To find the expectation of a discrete random variable $X$ where $p(x)=1/n$ for $x\in\{1,2,\dots,n\}$, we compute \[\begin{aligned} \mathbb{E}[X] &= \sum_{x=1}^n x p(x) \\ &= (1 + 2 + \cdots + n)\frac{1}{n} = \frac{n+1}{2} . \end{aligned}\]
If $X \sim \text{U}(a,b)$ then \[\mathbb{E}[X] = \int_a^b \frac{x}{b-a}\, dx = \left[\frac{x^2/2}{b-a}\right]_a^b = \frac{a+b}{2}. \]
If $Z \sim \mathcal{N}(0,1)$ then \[\mathbb{E}[Z]= \int_{-\infty}^{+\infty}z\phi(z) \, \mathrm{d} z = 0,\] since the integrand is an odd function ($\phi(z)=\phi(-z)$).

💪 Try it out

Find the expectation of a continuous random variable $X$ where \[f(x) = \begin{cases}x/2&\text{if }x\in[0,2], \\ 0&\text{elsewhere}.\end{cases}\]

Answer: We compute \[\mathbb{E}[X] = \int_0^2 x\cdot \frac{x}{2} \, \mathrm{d} x = \left[\frac{x^3}{6}\right]_0^2 = \frac{4}{3} . \]

Advanced content

If the range of possible values for a random variable $X$ is unbounded, then the sum or integral in may fail to exist.
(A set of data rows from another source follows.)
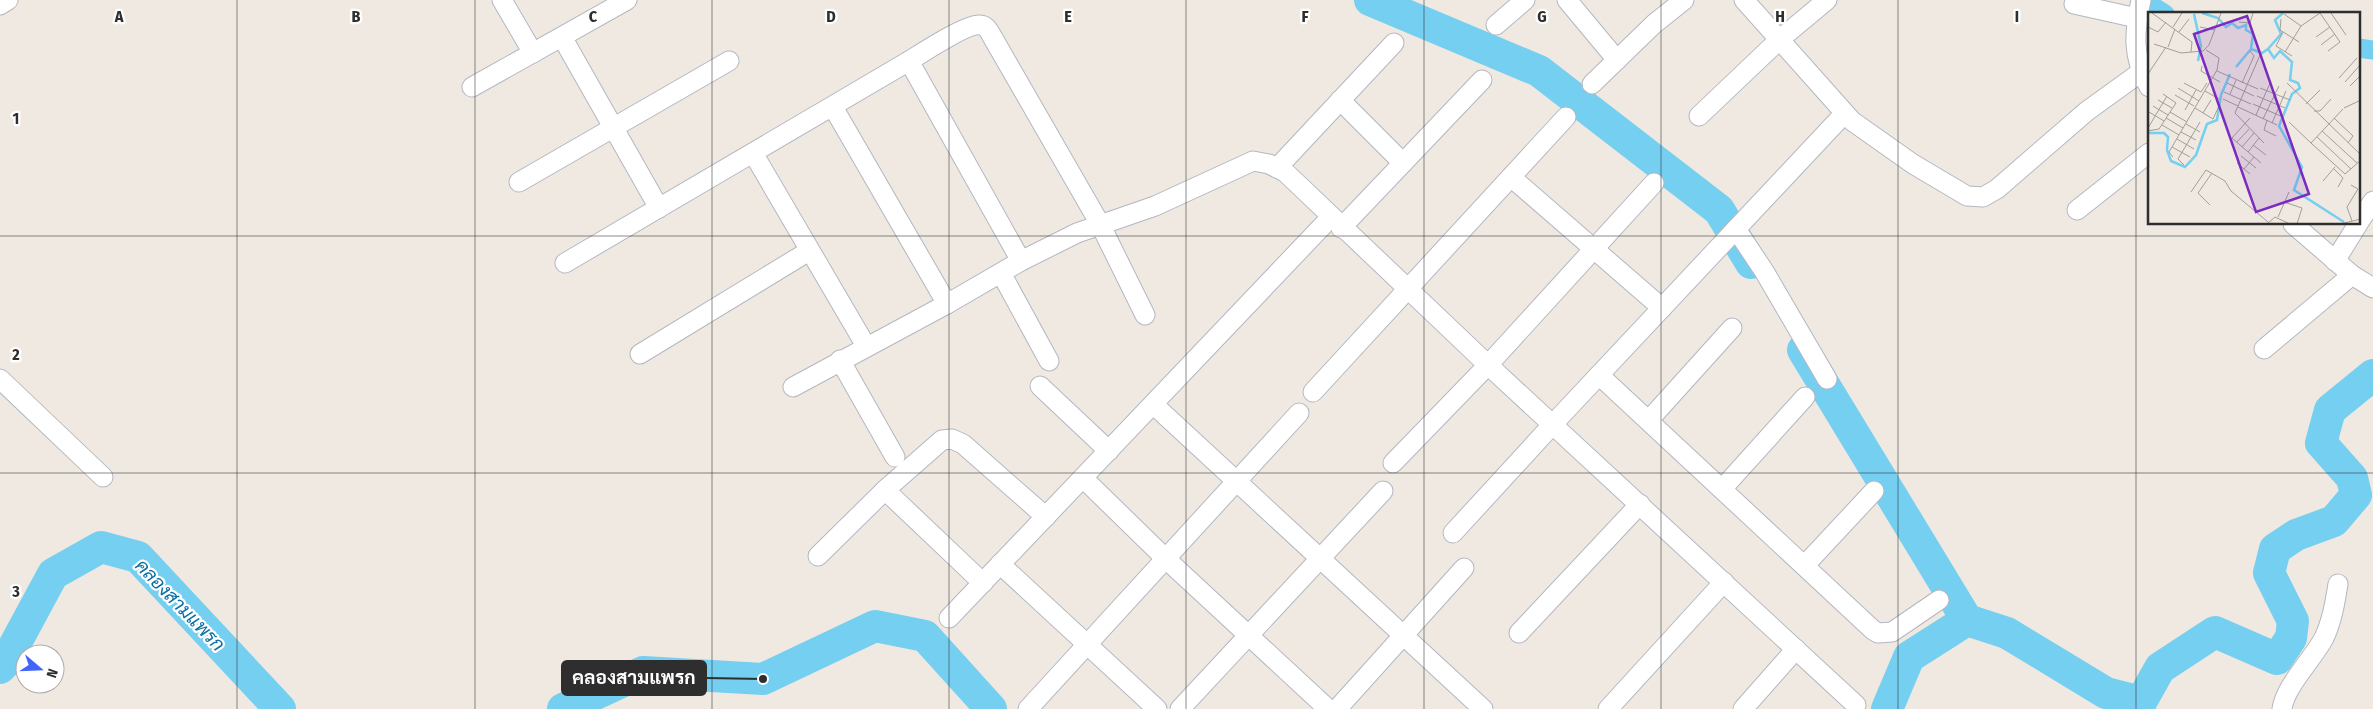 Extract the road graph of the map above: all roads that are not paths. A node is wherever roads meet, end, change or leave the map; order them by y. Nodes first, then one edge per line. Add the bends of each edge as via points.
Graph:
1 (8, 0) edge
2 (502, 0) edge
3 (626, 0) edge
4 (1525, 0) edge
5 (1567, 0) edge
6 (1684, 0) edge
7 (1744, 0) edge
8 (1827, 0) edge
9 (2074, 4) dead end
10 (0, 5) edge
11 (2139, 9) edge
12 (1496, 25) dead end
13 (562, 37) junction
14 (1779, 40) junction
15 (1394, 43) dead end
16 (532, 53) junction
17 (729, 60) dead end
18 (1617, 60) junction
19 (909, 61) junction
20 (2145, 79) edge
21 (1482, 80) dead end
22 (1592, 84) dead end
23 (472, 87) dead end
24 (1340, 100) junction
25 (833, 107) junction
26 (1844, 114) junction
27 (1699, 116) dead end
28 (1566, 117) dead end
29 (614, 128) junction
30 (753, 153) junction
31 (2148, 154) edge
32 (1403, 163) junction
33 (1277, 168) junction
34 (1511, 176) junction
35 (519, 182) dead end
36 (1654, 184) dead end
37 (2373, 200) edge
38 (659, 208) junction
39 (2077, 210) dead end
40 (2360, 221) edge
41 (1336, 222) junction
42 (1100, 224) junction
43 (2294, 225) edge
44 (2358, 225) edge
45 (1736, 229) junction
46 (1594, 248) junction
47 (809, 251) junction
48 (2335, 260) junction
49 (1021, 261) junction
50 (565, 263) dead end
51 (1001, 273) junction
52 (2352, 275) junction
53 (2373, 288) edge
54 (1410, 289) junction
55 (948, 304) junction
56 (1662, 308) junction
57 (1146, 315) dead end
58 (1732, 328) dead end
59 (866, 346) junction
60 (2264, 349) dead end
61 (640, 354) dead end
62 (840, 360) junction
63 (1050, 361) dead end
64 (1488, 365) junction
65 (1599, 375) junction
66 (0, 379) edge
67 (1827, 379) dead end
68 (1040, 386) dead end
69 (793, 387) dead end
70 (1313, 392) dead end
71 (1805, 397) dead end
72 (1154, 405) junction
73 (1299, 413) dead end
74 (1649, 420) junction
75 (1553, 424) junction
76 (1109, 451) junction
77 (895, 458) dead end
78 (1393, 463) dead end
79 (103, 477) dead end
80 (1083, 478) junction
81 (1238, 482) junction
82 (1722, 489) junction
83 (885, 490) junction
84 (1383, 491) dead end
85 (1874, 491) dead end
86 (1640, 504) junction
87 (1046, 517) junction
88 (1453, 534) dead end
89 (818, 556) dead end
90 (1166, 559) junction
91 (1320, 559) junction
92 (1000, 564) junction
93 (1805, 565) junction
94 (1464, 568) dead end
95 (1724, 582) junction
96 (984, 583) junction
97 (2338, 584) dead end
98 (1939, 600) dead end
99 (950, 618) dead end
100 (1519, 633) dead end
101 (1404, 636) junction
102 (1249, 637) junction
103 (1088, 644) junction
104 (1796, 649) junction
105 (1856, 705) dead end
106 (1028, 709) edge
107 (1157, 709) edge
108 (1180, 709) edge
109 (1328, 709) edge
110 (1337, 709) edge
111 (1483, 709) edge
112 (1608, 709) edge
113 (1743, 709) edge
114 (2282, 709) edge

1 - 10 street
2 - 16 street
3 - 13 street
4 - 12 street
5 - 18 street
6 - 18 street
7 - 14 street
8 - 14 street
9 - 11 street
11 - 20 street via 2134,32
13 - 16 street
13 - 29 street
14 - 26 street
14 - 27 street
15 - 24 street
16 - 23 street
17 - 29 street
18 - 22 street
19 - 25 street
19 - 42 street via 972,26 986,26
19 - 49 street
20 - 26 street via 2087,111 1997,189 1983,197 1967,196 1913,164
21 - 32 street
24 - 32 street
24 - 33 street
25 - 30 street
25 - 55 street
26 - 45 street
28 - 34 street
29 - 35 street
29 - 38 street
30 - 38 street
30 - 47 street
31 - 39 street
32 - 41 street
33 - 41 street
33 - 42 street via 1253,161 1155,206
34 - 46 street
34 - 54 street
36 - 46 street
37 - 40 street
38 - 50 street
41 - 54 street
41 - 72 street
42 - 49 street
42 - 57 street
43 - 48 street
44 - 48 street
45 - 56 street
45 - 67 street via 1764,270
46 - 56 street
46 - 64 street
47 - 59 street
47 - 61 street
48 - 52 street
49 - 51 street
51 - 55 street
51 - 63 street
52 - 53 street
52 - 60 street
54 - 64 street
54 - 70 street
55 - 59 street
56 - 65 street
58 - 74 street
59 - 62 street
62 - 69 street
62 - 77 street
64 - 75 street
64 - 78 street
65 - 74 street
65 - 75 street
66 - 79 street
68 - 76 street
71 - 82 street
72 - 76 street
72 - 81 street
73 - 81 street
74 - 82 street
75 - 86 street
75 - 88 street
76 - 80 street
80 - 87 street
80 - 90 street
81 - 90 street
81 - 91 street
82 - 93 street
83 - 87 street via 942,440 952,439 962,444
83 - 89 street
83 - 96 street
84 - 91 street
85 - 93 street
86 - 95 street
86 - 100 street
87 - 92 street
90 - 102 street
90 - 103 street
91 - 101 street
91 - 102 street
92 - 96 street
92 - 103 street
93 - 98 street via 1878,634 1892,632
94 - 101 street
95 - 104 street
95 - 112 street
96 - 99 street
97 - 114 street via 2333,615 2324,638
101 - 110 street
101 - 111 street
102 - 108 street
102 - 109 street
103 - 106 street
103 - 107 street
104 - 105 street
104 - 113 street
In this case, the preceding formulas may still be used to assign a meaningful expectation in some cases, provided we interpret them with care.

For example, if $X$ is discrete with probability mass function $p(x)$, consider \[\mathbb{E}[X]=\sum_{x\in X(\Omega) } x p(x) = \underbrace{\sum_{ x\in X(\Omega) : x \geq 0} x p(x)}_{S_+} + \underbrace{\sum_{ x\in X(\Omega) : x \leq 0} x p(x)}_{S_-} ;\] now the individual sums $S_+$ and $S_-$ always exist, but may be equal to $+\infty$.

In fact, if we write $X^+ = \max(X,0)$ and $X^- = \max(-X,0)$, then $X= X^+- X^-$ and $\mathbb{E}[X^+] = S_+$ and $\mathbb{E}[X^-] = S_-$.

To see this, note for example that $X^+$ is a random variable with $p_{X^+}{x} = p_X(x)$ for $x>0$ and $p_{X^+}(0) = \pr{ X \leq 0}$, but only the positive terms contribute to $\mathbb{E}[X^+]$.

It makes sense to say that $\mathbb{E}[X] = \mathbb{E}[X^+] - \mathbb{E}[X^-]$ (being possibly $-\infty$ or $+\infty$) as long as at most one of $S_+$ and $S_-$ are infinite, using the rules $\infty - x = \infty$ and $x - \infty = -\infty$ for finite $x$. (There is no sensible interpretation of $\infty - \infty$.) A similar argument applies in the continuous case, with integrals instead of sums. This is summarized in the following table, which shows the values of $\mathbb{E}[X]$ in each case.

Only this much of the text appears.